### Input material:
_ _ _ _

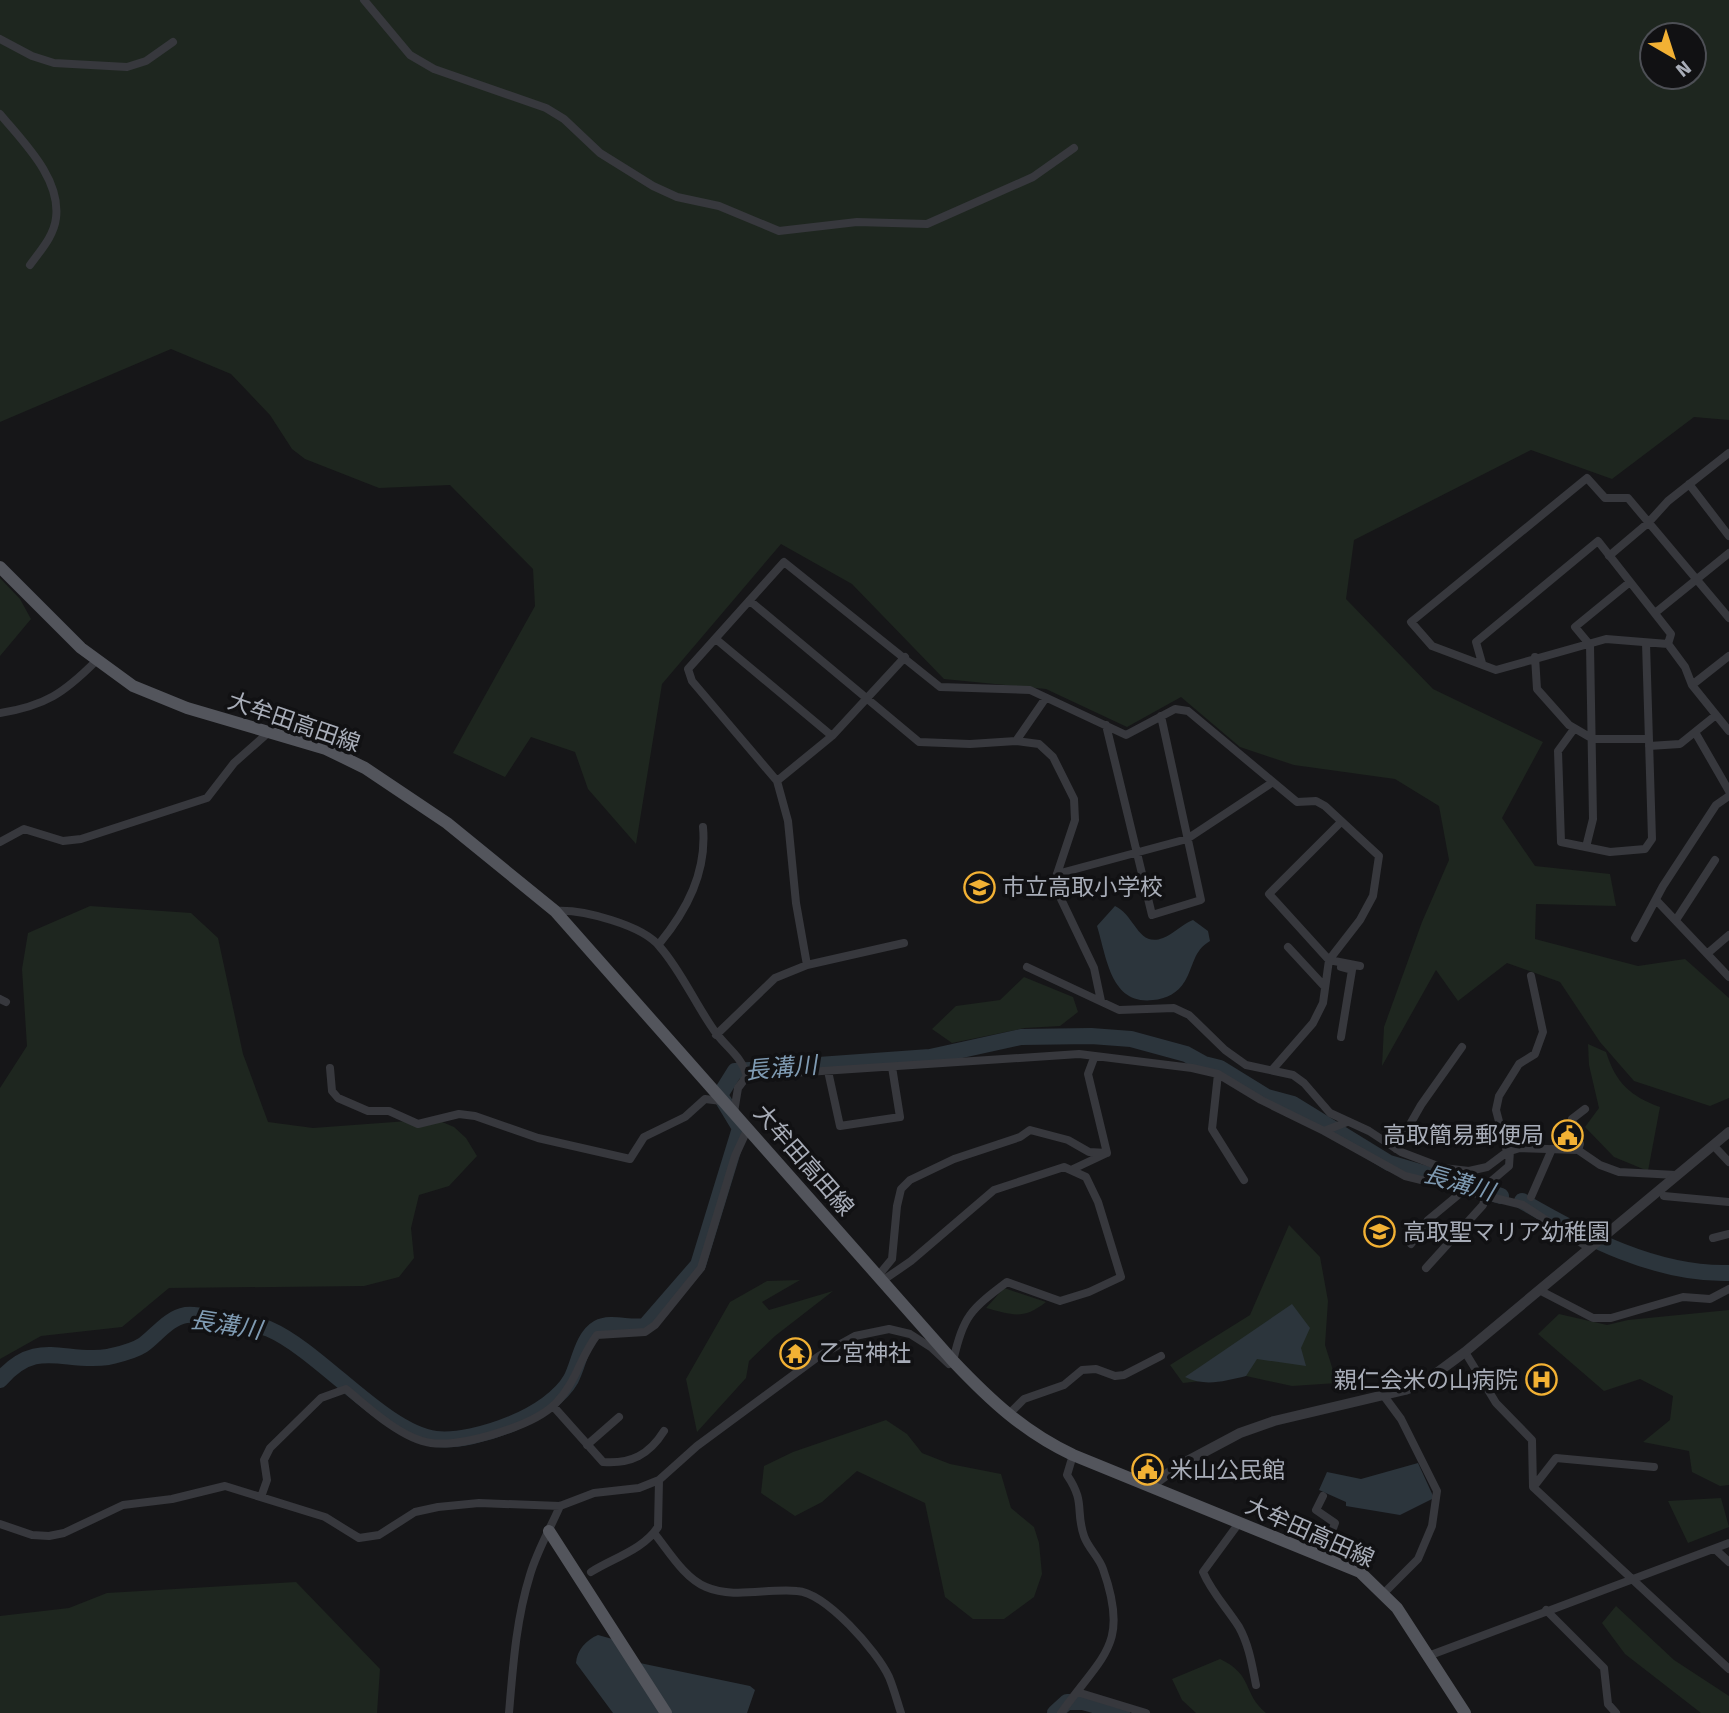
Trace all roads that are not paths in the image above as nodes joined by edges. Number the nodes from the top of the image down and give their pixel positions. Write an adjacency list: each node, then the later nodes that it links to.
1 (364, 0): 5 (street)
2 (0, 39): 3 (street)
3 (173, 42)
4 (0, 114): 6 (street)
5 (1074, 148)
6 (30, 265)
7 (1729, 453): 8 (street)
8 (1689, 484): 9 (street); 10 (street)
9 (1648, 523): 12 (street); 14 (street); 27 (street)
10 (1729, 536)
11 (1729, 553): 14 (street)
12 (1609, 556): 15 (street); 27 (street)
13 (0, 567): 26 (main road, 大牟田高田線)
14 (1696, 580): 17 (street); 18 (street)
15 (1630, 582): 17 (street); 22 (street)
16 (750, 601): 19 (street); 24 (street); 29 (street)
17 (1655, 613): 21 (street)
18 (1729, 618)
19 (717, 640): 39 (street); 43 (street)
20 (1646, 643): 21 (street); 22 (street); 42 (street)
21 (1668, 644): 28 (street)
22 (1590, 645): 25 (street); 40 (street)
23 (1729, 656): 28 (street)
24 (905, 657): 29 (street); 30 (street)
25 (1535, 657): 27 (street); 35 (street)
26 (96, 661): 31 (street); 37 (main road, 大牟田高田線)
27 (1482, 663)
28 (1692, 685): 32 (street)
29 (866, 698): 39 (street); 41 (street)
30 (1045, 699): 34 (street); 41 (street)
31 (0, 713)
32 (1716, 715): 36 (street); 38 (street)
33 (1161, 716): 34 (street); 44 (street); 48 (street)
34 (1106, 725): 51 (street)
35 (1574, 729): 40 (street); 50 (street)
36 (1729, 731)
37 (269, 732): 49 (street); 55 (main road, 大牟田高田線)
38 (1695, 732): 42 (street); 45 (street)
39 (832, 736): 43 (street)
40 (1592, 739): 42 (street); 50 (street)
41 (1016, 741): 53 (street)
42 (1649, 742): 50 (street)
43 (777, 780): 64 (street)
44 (1273, 782): 46 (street); 48 (street)
45 (1729, 794): 54 (street)
46 (1340, 823): 63 (street); 63 (street)
47 (703, 827): 60 (street)
48 (1187, 839): 51 (street); 51 (street)
49 (0, 842)
50 (1586, 847)
51 (1135, 852): 53 (street)
52 (1715, 860): 56 (street)
53 (1057, 874): 70 (street)
54 (1657, 901): 56 (street); 58 (street)
55 (555, 911): 60 (street); 81 (main road, 大牟田高田線)
56 (1676, 920): 62 (street)
57 (1729, 934): 62 (street)
58 (1635, 938)
59 (904, 943): 64 (street)
60 (659, 944): 71 (street)
61 (1288, 947): 69 (street)
62 (1707, 953): 68 (street)
63 (1329, 961): 65 (street); 69 (street); 72 (street)
64 (807, 965): 71 (street)
65 (1360, 965)
66 (1027, 967): 70 (street)
67 (1531, 976): 91 (street)
68 (1729, 977)
69 (1325, 987): 77 (street)
70 (1101, 1001): 77 (street)
71 (716, 1035): 80 (street)
72 (1341, 1037)
73 (1462, 1047): 88 (street)
74 (1094, 1058): 75 (street); 79 (street); 92 (street)
75 (892, 1067): 78 (street); 78 (street)
76 (330, 1069): 81 (street)
77 (1272, 1070): 83 (street)
78 (828, 1071): 80 (street)
79 (1218, 1074): 85 (street); 96 (street)
80 (747, 1076): 81 (street)
81 (729, 1107): 84 (main road, 大牟田高田線)
82 (1585, 1109): 90 (street)
83 (1347, 1122): 85 (street); 88 (street)
84 (748, 1128): 107 (main road, 大牟田高田線); 114 (street)
85 (1324, 1131): 97 (street)
86 (1729, 1132): 87 (street)
87 (1713, 1145): 93 (street); 95 (street)
88 (1396, 1149): 91 (street)
89 (1552, 1149): 90 (street); 91 (street); 100 (street)
90 (1578, 1150): 95 (street)
91 (1508, 1152): 99 (street)
92 (1107, 1153): 94 (street); 107 (street)
93 (1729, 1162)
94 (1073, 1169): 107 (street); 112 (street)
95 (1676, 1175): 105 (street)
96 (1244, 1180)
97 (1463, 1191): 99 (street); 104 (street)
98 (1664, 1196): 101 (street)
99 (1485, 1197): 105 (street); 106 (street)
100 (1531, 1197)
101 (1729, 1202)
102 (1729, 1234): 103 (street)
103 (1713, 1238)
104 (1411, 1244)
105 (1589, 1248): 109 (street)
106 (1426, 1268)
107 (880, 1278): 112 (main road, 大牟田高田線)
108 (1729, 1289): 109 (street)
109 (1539, 1290): 110 (street)
110 (1465, 1352): 113 (street); 123 (street)
111 (1161, 1356): 115 (street)
112 (953, 1361): 115 (main road, 大牟田高田線); 121 (street)
113 (1384, 1396): 122 (street); 137 (street)
114 (553, 1406): 118 (street); 125 (street)
115 (1008, 1415): 119 (main road, 大牟田高田線)
116 (619, 1417): 118 (street)
117 (664, 1432): 118 (street)
118 (587, 1445)
119 (1073, 1455): 122 (main road, 大牟田高田線); 142 (street)
120 (1654, 1467): 123 (street)
121 (659, 1480): 126 (street); 130 (street)
122 (1150, 1487): 127 (main road, 大牟田高田線)
123 (1533, 1488): 136 (street)
124 (1324, 1496): 133 (street)
125 (261, 1497): 126 (street); 128 (street)
126 (560, 1506): 129 (street)
127 (1239, 1523): 133 (main road, 大牟田高田線); 141 (street)
128 (0, 1524)
129 (550, 1531): 143 (street); 144 (main road)
130 (654, 1533): 135 (street); 145 (street)
131 (1729, 1543): 132 (street)
132 (1714, 1549): 134 (street); 136 (street)
133 (1323, 1556): 137 (main road, 大牟田高田線)
134 (1729, 1562)
135 (591, 1572)
136 (1631, 1580): 138 (street); 140 (street)
137 (1384, 1592): 139 (main road, 大牟田高田線)
138 (1546, 1610): 139 (street); 149 (street)
139 (1429, 1656): 148 (main road, 大牟田高田線)
140 (1729, 1670)
141 (1256, 1685)
142 (1077, 1692): 146 (street); 147 (street)
143 (509, 1713)
144 (666, 1713)
145 (901, 1713)
146 (1062, 1713)
147 (1146, 1713)
148 (1465, 1713)
149 (1616, 1713)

_ _ _ _

Set down every entry above without alteration, but print no images.

Trace all roads that are not paths in the image above as nodes joined by edges. Number the nodes from the top of the image down and give their pixel positions. Write an adjacency list: each node, then the later nodes that it links to.
1 (364, 0): 5 (street)
2 (0, 39): 3 (street)
3 (173, 42)
4 (0, 114): 6 (street)
5 (1074, 148)
6 (30, 265)
7 (1729, 453): 8 (street)
8 (1689, 484): 9 (street); 10 (street)
9 (1648, 523): 12 (street); 14 (street); 27 (street)
10 (1729, 536)
11 (1729, 553): 14 (street)
12 (1609, 556): 15 (street); 27 (street)
13 (0, 567): 26 (main road, 大牟田高田線)
14 (1696, 580): 17 (street); 18 (street)
15 (1630, 582): 17 (street); 22 (street)
16 (750, 601): 19 (street); 24 (street); 29 (street)
17 (1655, 613): 21 (street)
18 (1729, 618)
19 (717, 640): 39 (street); 43 (street)
20 (1646, 643): 21 (street); 22 (street); 42 (street)
21 (1668, 644): 28 (street)
22 (1590, 645): 25 (street); 40 (street)
23 (1729, 656): 28 (street)
24 (905, 657): 29 (street); 30 (street)
25 (1535, 657): 27 (street); 35 (street)
26 (96, 661): 31 (street); 37 (main road, 大牟田高田線)
27 (1482, 663)
28 (1692, 685): 32 (street)
29 (866, 698): 39 (street); 41 (street)
30 (1045, 699): 34 (street); 41 (street)
31 (0, 713)
32 (1716, 715): 36 (street); 38 (street)
33 (1161, 716): 34 (street); 44 (street); 48 (street)
34 (1106, 725): 51 (street)
35 (1574, 729): 40 (street); 50 (street)
36 (1729, 731)
37 (269, 732): 49 (street); 55 (main road, 大牟田高田線)
38 (1695, 732): 42 (street); 45 (street)
39 (832, 736): 43 (street)
40 (1592, 739): 42 (street); 50 (street)
41 (1016, 741): 53 (street)
42 (1649, 742): 50 (street)
43 (777, 780): 64 (street)
44 (1273, 782): 46 (street); 48 (street)
45 (1729, 794): 54 (street)
46 (1340, 823): 63 (street); 63 (street)
47 (703, 827): 60 (street)
48 (1187, 839): 51 (street); 51 (street)
49 (0, 842)
50 (1586, 847)
51 (1135, 852): 53 (street)
52 (1715, 860): 56 (street)
53 (1057, 874): 70 (street)
54 (1657, 901): 56 (street); 58 (street)
55 (555, 911): 60 (street); 81 (main road, 大牟田高田線)
56 (1676, 920): 62 (street)
57 (1729, 934): 62 (street)
58 (1635, 938)
59 (904, 943): 64 (street)
60 (659, 944): 71 (street)
61 (1288, 947): 69 (street)
62 (1707, 953): 68 (street)
63 (1329, 961): 65 (street); 69 (street); 72 (street)
64 (807, 965): 71 (street)
65 (1360, 965)
66 (1027, 967): 70 (street)
67 (1531, 976): 91 (street)
68 (1729, 977)
69 (1325, 987): 77 (street)
70 (1101, 1001): 77 (street)
71 (716, 1035): 80 (street)
72 (1341, 1037)
73 (1462, 1047): 88 (street)
74 (1094, 1058): 75 (street); 79 (street); 92 (street)
75 (892, 1067): 78 (street); 78 (street)
76 (330, 1069): 81 (street)
77 (1272, 1070): 83 (street)
78 (828, 1071): 80 (street)
79 (1218, 1074): 85 (street); 96 (street)
80 (747, 1076): 81 (street)
81 (729, 1107): 84 (main road, 大牟田高田線)
82 (1585, 1109): 90 (street)
83 (1347, 1122): 85 (street); 88 (street)
84 (748, 1128): 107 (main road, 大牟田高田線); 114 (street)
85 (1324, 1131): 97 (street)
86 (1729, 1132): 87 (street)
87 (1713, 1145): 93 (street); 95 (street)
88 (1396, 1149): 91 (street)
89 (1552, 1149): 90 (street); 91 (street); 100 (street)
90 (1578, 1150): 95 (street)
91 (1508, 1152): 99 (street)
92 (1107, 1153): 94 (street); 107 (street)
93 (1729, 1162)
94 (1073, 1169): 107 (street); 112 (street)
95 (1676, 1175): 105 (street)
96 (1244, 1180)
97 (1463, 1191): 99 (street); 104 (street)
98 (1664, 1196): 101 (street)
99 (1485, 1197): 105 (street); 106 (street)
100 (1531, 1197)
101 (1729, 1202)
102 (1729, 1234): 103 (street)
103 (1713, 1238)
104 (1411, 1244)
105 (1589, 1248): 109 (street)
106 (1426, 1268)
107 (880, 1278): 112 (main road, 大牟田高田線)
108 (1729, 1289): 109 (street)
109 (1539, 1290): 110 (street)
110 (1465, 1352): 113 (street); 123 (street)
111 (1161, 1356): 115 (street)
112 (953, 1361): 115 (main road, 大牟田高田線); 121 (street)
113 (1384, 1396): 122 (street); 137 (street)
114 (553, 1406): 118 (street); 125 (street)
115 (1008, 1415): 119 (main road, 大牟田高田線)
116 (619, 1417): 118 (street)
117 (664, 1432): 118 (street)
118 (587, 1445)
119 (1073, 1455): 122 (main road, 大牟田高田線); 142 (street)
120 (1654, 1467): 123 (street)
121 (659, 1480): 126 (street); 130 (street)
122 (1150, 1487): 127 (main road, 大牟田高田線)
123 (1533, 1488): 136 (street)
124 (1324, 1496): 133 (street)
125 (261, 1497): 126 (street); 128 (street)
126 (560, 1506): 129 (street)
127 (1239, 1523): 133 (main road, 大牟田高田線); 141 (street)
128 (0, 1524)
129 (550, 1531): 143 (street); 144 (main road)
130 (654, 1533): 135 (street); 145 (street)
131 (1729, 1543): 132 (street)
132 (1714, 1549): 134 (street); 136 (street)
133 (1323, 1556): 137 (main road, 大牟田高田線)
134 (1729, 1562)
135 (591, 1572)
136 (1631, 1580): 138 (street); 140 (street)
137 (1384, 1592): 139 (main road, 大牟田高田線)
138 (1546, 1610): 139 (street); 149 (street)
139 (1429, 1656): 148 (main road, 大牟田高田線)
140 (1729, 1670)
141 (1256, 1685)
142 (1077, 1692): 146 (street); 147 (street)
143 (509, 1713)
144 (666, 1713)
145 (901, 1713)
146 (1062, 1713)
147 (1146, 1713)
148 (1465, 1713)
149 (1616, 1713)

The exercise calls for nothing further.